Howard once again marveled at his longtime co-host’s spectacular resilience. He also going so suggested her awful childhood experiences may have toughened her up for her eventual life-or-death cancer battle. “I’ve never seen anybody with the kind of fortitude you have and I wonder if that comes from having to put up with all that shit,” he suggested.
“Yeah, that’s how I became,” she said. “I became ‘Nothing can hurt me. Nothing can defeat me. I get over it all.”
But Robin didn’t start out with that mindset. She told listeners she recalled a particularly painful heart-to-heart with Howard shortly after getting diagnosed: “You know that was like the worst day of my life? That day, when we were having that conversation. I was like, ‘Just let me go.'”
“I’m not going to say what was said or how it came out, but you made me live,” Robin told Howard while fighting through laughter and tears. “I was so pissed at you because I was like, ‘God dammit, how did he get into my life? I’m supposed to be the most independent human being on earth and not care what anybody thinks and now he’s making me change my mind and I can’t even stop it.'”
“I realized how much you meant to me,” she continued.
“You were being very selfish,” Howard joked. “You were facing death and you weren’t thinking about me and leaving me alone.”
In all seriousness, Howard revealed he took the news of her cancer quite hard. “I remember my shrink saying to me, ‘You’ve gotta prepare yourself that everything might not be fine,'” he said. “I couldn’t accept it. I thought, ‘No, I know if I do enough O.C.D. rituals, if I bang on a table enough and knock on wood and stuff, I’ll protect her. She will not die.'”
While Robin wouldn’t go so far as to say his rituals did the trick, she credited him with helping her survive in other ways. “You did keep me alive because you were the fuel. You said it was impossible for that to happen. You couldn’t handle it happening and so I said ‘Dammit, I can’t do it. I gotta stay.'”
“Who knew my selfishness would cure Robin?” Howard laughed.
“It worked out for me,” she laughed. “It was like I couldn’t stand your pain, you rascal, you devil.”
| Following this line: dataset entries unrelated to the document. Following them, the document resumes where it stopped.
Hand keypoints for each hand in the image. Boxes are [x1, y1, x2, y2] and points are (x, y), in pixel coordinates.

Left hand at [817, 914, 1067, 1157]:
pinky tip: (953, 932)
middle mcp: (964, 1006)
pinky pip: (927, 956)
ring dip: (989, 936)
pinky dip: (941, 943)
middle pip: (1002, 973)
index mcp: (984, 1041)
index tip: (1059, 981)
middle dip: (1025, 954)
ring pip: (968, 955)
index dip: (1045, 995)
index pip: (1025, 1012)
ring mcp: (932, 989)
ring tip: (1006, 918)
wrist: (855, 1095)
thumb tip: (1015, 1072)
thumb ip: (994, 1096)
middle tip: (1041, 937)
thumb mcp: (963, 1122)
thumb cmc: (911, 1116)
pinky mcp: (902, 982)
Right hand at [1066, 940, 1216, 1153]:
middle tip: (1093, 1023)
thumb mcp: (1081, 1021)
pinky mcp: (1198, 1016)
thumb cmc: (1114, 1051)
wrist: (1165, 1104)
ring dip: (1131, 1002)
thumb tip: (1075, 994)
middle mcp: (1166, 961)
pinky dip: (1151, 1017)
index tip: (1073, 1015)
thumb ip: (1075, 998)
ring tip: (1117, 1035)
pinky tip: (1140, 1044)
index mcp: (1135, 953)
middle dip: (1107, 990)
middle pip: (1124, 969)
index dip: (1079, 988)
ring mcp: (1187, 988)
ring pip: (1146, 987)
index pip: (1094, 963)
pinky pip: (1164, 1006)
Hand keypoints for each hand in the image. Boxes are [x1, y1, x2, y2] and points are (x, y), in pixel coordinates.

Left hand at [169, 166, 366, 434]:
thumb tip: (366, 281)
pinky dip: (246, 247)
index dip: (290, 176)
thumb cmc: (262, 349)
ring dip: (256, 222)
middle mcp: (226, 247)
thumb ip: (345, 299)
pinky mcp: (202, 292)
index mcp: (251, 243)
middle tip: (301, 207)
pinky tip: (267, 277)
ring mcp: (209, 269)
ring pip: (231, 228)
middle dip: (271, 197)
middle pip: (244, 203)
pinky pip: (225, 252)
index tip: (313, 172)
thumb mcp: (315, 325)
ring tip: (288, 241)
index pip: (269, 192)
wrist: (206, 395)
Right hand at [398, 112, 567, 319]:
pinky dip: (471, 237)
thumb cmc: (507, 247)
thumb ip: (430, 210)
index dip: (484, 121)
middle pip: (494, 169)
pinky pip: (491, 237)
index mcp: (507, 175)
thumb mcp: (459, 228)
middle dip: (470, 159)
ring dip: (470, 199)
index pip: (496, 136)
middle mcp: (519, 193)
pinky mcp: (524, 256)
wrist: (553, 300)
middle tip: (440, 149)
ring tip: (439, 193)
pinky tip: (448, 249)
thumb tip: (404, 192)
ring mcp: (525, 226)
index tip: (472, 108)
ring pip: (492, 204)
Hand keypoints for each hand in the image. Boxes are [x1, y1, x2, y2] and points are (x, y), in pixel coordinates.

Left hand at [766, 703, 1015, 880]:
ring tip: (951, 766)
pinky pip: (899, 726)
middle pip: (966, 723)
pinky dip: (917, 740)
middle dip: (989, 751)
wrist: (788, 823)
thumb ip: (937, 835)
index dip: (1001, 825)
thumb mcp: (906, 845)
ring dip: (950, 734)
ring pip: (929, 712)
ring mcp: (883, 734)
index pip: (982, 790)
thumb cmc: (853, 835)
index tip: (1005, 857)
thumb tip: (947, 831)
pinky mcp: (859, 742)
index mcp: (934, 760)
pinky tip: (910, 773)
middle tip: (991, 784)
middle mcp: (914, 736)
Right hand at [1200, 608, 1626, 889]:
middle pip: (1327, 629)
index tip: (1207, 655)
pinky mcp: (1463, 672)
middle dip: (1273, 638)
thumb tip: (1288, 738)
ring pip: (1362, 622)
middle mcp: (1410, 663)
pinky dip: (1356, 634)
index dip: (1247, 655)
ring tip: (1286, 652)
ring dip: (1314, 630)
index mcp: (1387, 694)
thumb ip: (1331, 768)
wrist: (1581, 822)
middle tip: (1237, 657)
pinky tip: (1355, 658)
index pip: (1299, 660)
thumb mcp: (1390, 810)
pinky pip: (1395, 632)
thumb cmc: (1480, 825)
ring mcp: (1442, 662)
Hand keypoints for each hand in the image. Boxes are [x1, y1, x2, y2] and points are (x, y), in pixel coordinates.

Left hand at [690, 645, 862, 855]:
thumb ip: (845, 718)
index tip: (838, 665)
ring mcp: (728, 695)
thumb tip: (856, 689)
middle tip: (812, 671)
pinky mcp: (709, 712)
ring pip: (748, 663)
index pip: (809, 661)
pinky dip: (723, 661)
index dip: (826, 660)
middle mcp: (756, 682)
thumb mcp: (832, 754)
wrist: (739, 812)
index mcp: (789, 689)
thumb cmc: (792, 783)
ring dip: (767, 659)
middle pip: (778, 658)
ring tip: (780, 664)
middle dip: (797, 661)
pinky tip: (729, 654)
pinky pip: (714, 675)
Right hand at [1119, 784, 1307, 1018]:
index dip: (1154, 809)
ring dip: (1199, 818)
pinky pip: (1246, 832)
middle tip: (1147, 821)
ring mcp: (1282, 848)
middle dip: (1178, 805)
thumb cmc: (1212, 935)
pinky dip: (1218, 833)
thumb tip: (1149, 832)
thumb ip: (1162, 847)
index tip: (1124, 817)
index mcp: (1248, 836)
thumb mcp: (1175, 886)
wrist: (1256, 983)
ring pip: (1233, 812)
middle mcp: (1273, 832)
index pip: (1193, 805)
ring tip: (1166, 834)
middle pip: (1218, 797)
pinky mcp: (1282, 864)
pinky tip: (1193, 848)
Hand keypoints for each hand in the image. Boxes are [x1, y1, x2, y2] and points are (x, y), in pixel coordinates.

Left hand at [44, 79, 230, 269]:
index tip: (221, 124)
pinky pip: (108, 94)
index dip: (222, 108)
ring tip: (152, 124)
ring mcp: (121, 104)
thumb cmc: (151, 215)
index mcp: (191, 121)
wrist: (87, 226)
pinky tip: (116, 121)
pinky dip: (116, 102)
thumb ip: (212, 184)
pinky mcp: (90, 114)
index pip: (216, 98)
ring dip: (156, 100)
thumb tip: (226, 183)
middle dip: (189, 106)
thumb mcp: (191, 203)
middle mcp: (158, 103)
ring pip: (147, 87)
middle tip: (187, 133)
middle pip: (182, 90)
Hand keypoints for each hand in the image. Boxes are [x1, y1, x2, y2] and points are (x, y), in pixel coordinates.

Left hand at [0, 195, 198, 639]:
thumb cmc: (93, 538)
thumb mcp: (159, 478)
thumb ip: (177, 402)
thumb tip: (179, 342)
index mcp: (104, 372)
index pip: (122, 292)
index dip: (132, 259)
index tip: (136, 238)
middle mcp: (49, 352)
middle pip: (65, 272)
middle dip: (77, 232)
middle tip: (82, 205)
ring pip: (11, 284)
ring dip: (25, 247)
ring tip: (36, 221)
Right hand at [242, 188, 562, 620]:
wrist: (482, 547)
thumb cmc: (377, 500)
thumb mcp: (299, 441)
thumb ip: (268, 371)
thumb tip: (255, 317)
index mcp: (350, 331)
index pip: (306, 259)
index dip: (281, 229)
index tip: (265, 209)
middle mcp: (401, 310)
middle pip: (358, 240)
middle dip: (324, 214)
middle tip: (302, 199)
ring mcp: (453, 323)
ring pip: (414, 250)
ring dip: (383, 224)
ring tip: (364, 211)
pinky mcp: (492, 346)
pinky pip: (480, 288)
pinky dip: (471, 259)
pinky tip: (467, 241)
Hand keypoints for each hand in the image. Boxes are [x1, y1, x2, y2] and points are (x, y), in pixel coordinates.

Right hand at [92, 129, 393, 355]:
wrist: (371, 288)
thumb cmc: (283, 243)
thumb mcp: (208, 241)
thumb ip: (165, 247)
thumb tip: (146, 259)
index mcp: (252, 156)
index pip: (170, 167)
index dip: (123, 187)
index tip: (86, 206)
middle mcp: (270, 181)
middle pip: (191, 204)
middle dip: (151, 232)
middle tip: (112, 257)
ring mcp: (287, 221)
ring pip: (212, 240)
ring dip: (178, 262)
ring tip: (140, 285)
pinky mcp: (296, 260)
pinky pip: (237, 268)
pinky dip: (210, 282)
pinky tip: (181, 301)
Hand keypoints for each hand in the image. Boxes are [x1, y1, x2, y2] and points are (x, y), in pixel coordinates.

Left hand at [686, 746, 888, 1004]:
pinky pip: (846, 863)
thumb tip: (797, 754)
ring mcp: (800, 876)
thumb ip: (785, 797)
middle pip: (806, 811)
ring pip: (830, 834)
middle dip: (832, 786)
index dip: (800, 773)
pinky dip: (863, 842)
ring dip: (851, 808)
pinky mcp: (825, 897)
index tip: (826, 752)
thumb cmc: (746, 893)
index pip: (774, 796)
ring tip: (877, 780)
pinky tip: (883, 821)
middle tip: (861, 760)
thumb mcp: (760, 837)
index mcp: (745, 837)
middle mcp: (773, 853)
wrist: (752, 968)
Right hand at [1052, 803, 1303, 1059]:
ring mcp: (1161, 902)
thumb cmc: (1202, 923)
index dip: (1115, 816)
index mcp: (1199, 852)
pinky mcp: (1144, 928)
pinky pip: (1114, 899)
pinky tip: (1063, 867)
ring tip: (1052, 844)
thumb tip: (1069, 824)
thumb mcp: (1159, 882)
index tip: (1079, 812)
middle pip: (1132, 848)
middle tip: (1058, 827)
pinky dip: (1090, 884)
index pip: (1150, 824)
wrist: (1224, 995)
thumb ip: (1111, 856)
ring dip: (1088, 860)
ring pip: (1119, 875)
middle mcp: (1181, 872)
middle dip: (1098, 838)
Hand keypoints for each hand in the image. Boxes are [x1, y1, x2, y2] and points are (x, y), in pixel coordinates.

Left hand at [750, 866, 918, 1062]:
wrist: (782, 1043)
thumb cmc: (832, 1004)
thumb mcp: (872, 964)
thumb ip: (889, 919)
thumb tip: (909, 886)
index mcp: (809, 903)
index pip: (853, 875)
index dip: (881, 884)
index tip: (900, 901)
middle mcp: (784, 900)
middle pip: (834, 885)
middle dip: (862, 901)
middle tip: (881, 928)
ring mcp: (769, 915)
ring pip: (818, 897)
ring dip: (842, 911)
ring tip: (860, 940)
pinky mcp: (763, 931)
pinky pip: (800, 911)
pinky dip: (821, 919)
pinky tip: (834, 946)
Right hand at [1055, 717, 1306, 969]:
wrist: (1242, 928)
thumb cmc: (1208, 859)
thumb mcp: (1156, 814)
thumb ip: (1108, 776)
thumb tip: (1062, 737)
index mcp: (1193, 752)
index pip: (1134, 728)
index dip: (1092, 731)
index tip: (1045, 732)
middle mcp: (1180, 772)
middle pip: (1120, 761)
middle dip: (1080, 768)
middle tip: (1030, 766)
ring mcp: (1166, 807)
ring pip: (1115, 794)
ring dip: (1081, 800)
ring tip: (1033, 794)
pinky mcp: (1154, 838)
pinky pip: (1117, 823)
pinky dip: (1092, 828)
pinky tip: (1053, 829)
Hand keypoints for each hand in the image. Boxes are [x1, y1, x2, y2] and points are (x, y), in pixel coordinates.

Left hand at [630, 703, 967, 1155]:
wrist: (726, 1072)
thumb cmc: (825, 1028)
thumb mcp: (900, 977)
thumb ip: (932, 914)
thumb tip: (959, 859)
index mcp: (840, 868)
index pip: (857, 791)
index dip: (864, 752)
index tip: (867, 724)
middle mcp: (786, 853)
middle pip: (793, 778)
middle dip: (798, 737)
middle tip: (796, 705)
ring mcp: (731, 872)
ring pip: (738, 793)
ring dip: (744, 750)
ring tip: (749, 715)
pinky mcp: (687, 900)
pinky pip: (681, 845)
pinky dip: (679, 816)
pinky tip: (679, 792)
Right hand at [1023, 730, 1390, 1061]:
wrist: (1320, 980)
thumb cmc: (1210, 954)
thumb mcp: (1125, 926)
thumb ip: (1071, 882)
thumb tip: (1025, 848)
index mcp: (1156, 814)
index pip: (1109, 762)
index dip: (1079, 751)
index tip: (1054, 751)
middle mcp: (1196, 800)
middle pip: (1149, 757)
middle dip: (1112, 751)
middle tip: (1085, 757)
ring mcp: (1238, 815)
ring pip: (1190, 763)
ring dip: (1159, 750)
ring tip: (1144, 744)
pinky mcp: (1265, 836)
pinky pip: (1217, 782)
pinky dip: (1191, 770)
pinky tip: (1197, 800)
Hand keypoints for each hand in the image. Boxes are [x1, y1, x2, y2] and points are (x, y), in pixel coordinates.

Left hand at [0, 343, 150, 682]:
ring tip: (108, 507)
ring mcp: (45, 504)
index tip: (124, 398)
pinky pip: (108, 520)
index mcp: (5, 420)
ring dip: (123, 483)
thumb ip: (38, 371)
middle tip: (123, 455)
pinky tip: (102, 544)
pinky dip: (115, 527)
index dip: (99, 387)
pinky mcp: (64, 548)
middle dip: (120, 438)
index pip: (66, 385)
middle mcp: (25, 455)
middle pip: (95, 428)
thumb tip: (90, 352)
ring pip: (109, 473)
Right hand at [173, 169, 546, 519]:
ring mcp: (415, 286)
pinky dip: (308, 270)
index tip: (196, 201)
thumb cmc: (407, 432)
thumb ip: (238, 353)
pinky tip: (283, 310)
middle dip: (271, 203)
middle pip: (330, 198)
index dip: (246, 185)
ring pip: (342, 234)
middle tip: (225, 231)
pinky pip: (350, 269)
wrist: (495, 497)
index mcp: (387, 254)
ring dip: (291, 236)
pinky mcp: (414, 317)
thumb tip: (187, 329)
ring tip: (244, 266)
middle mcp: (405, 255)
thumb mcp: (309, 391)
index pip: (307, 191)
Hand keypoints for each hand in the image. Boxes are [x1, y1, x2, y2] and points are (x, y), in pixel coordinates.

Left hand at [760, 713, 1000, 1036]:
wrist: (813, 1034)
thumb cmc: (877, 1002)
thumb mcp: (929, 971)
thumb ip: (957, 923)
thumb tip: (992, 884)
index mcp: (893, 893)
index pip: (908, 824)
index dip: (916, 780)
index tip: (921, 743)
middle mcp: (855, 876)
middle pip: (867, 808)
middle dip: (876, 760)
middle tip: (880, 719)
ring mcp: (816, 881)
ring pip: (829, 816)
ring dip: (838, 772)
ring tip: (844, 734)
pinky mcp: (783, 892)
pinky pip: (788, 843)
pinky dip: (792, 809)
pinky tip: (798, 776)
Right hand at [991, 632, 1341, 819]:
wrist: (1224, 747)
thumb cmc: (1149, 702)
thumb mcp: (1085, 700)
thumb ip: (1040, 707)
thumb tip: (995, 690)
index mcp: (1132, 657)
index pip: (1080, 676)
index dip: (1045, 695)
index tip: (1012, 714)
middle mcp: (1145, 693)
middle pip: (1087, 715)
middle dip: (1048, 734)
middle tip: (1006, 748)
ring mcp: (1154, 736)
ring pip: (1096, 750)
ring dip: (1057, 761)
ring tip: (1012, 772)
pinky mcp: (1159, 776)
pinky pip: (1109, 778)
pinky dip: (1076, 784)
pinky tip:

Robin said Dr. Agus also helped her beat the odds. “He was great,” she said, later adding, “He said, ‘Look, you’ve gotta stop acting like a sick person.’ I was like, ‘You know he’s absolutely right. I’ve got to act like I’m fine.'”
In Howard’s mind, though, it was Robin who deserved all the credit. “I don’t think there’s a braver example than how you faced it,” he concluded. “You just said, ‘Fuck you, cancer,’ and ‘I’m not going to let you get me down,’ and you never gave up the faith.”